Abnormal Glucose Metabolism and Insulin Resistance Are Induced via the IRE1α/XBP-1 Pathway in Subclinical Hypothyroidism.

Subclinical hypothyroidism (SCH) and diabetes mellitus are closely related and often occur together in individuals. However, the underlying mechanism of this association is still uncertain. In this study we re-analyzed the data of a mature database (NHANES, 1999 similar to 2002) and found that both fasting plasma glucose levels and the proportion of hyperglycemic subjects among SCH patients were higher than that found in euthyroid controls.
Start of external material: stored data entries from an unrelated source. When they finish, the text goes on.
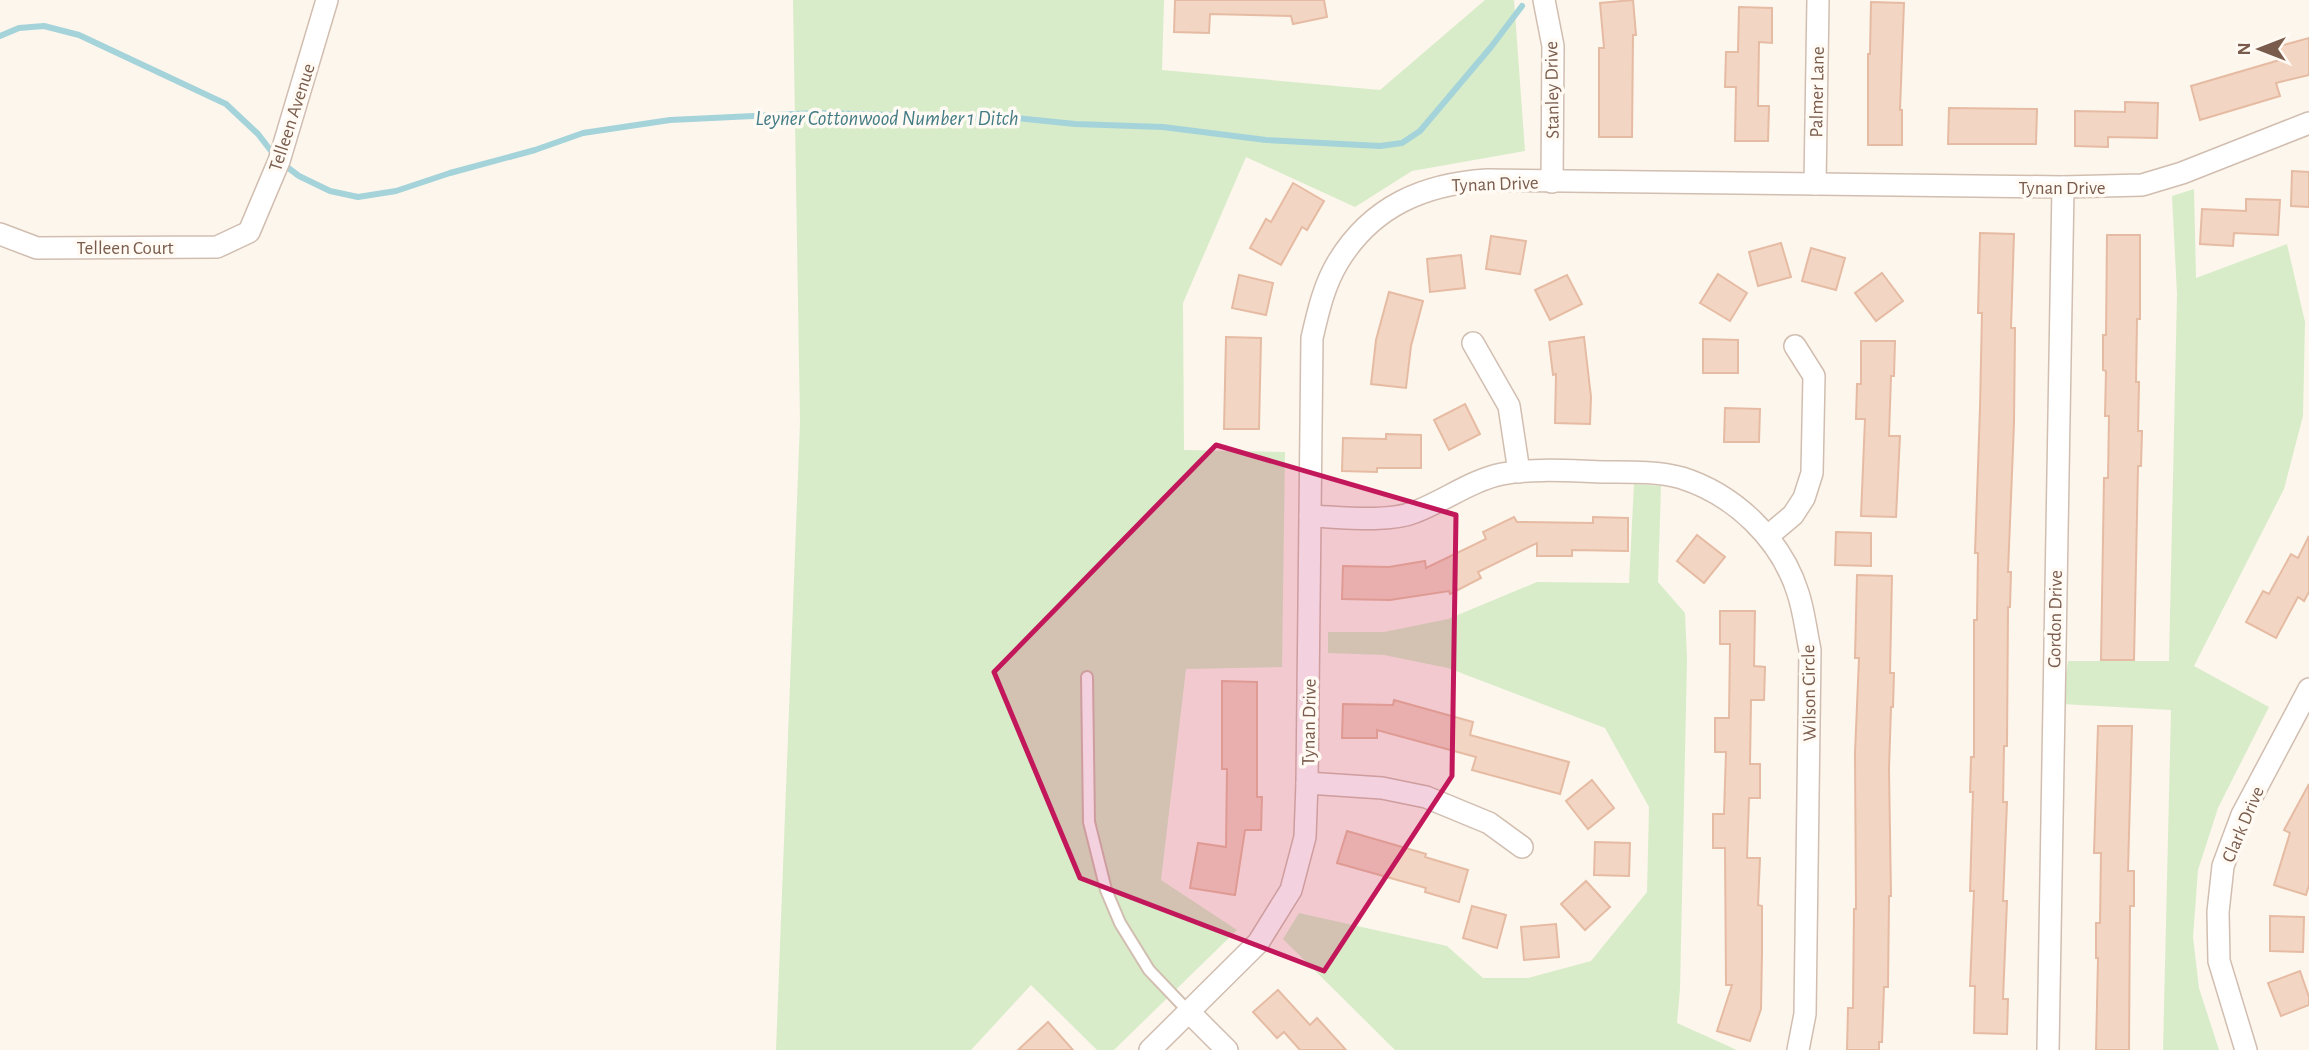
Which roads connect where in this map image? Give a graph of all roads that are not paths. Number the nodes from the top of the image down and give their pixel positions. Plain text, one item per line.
1 (327, 0) edge
2 (1544, 0) edge
3 (1818, 0) edge
4 (2309, 123) edge
5 (1552, 181) junction
6 (1815, 184) junction
7 (2063, 187) junction
8 (249, 232) joint
9 (0, 234) edge
10 (1473, 343) dead end
11 (1795, 346) dead end
12 (1519, 472) junction
13 (1310, 516) junction
14 (1768, 536) junction
15 (1087, 677) dead end
16 (2309, 689) edge
17 (1307, 783) junction
18 (1522, 847) dead end
19 (1189, 1012) junction
20 (1150, 1050) edge
21 (1227, 1050) edge
22 (1798, 1050) edge
23 (2048, 1050) edge
24 (2246, 1050) edge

SCH was also associated with a 2.29-fold increased risk for diabetes. Subsequently, we established an SCH mouse model and subjected it to an oral glucose tolerance test (OGTT) and an insulin tolerance test (ITT). SCH mice exhibited impaired glucose and insulin tolerance. Increased HOMA-IR and decreased ISI indexes, indicating insulin resistance (IR), were also observed in the SCH state. Hepatic ERp29 and Bip, as well as IRE1 alpha and XBP-1s, were induced significantly in SCH mice, suggesting the induction of endoplasmic reticulum (ER) stress, particularly involving the IRE1 alpha/XBP-1s pathway. Interestingly, when we relieved ER stress using 4-phenyl butyric acid, abnormal glucose metabolism, and IR status in SCH mice were improved. Our findings suggest that ER stress, predominantly involving the IRE1 alpha/XBP-1s pathway, may play a pivotal role in abnormal glucose metabolism and IR in SCH that may help develop potential strategies for the prevention and treatment of diabetes.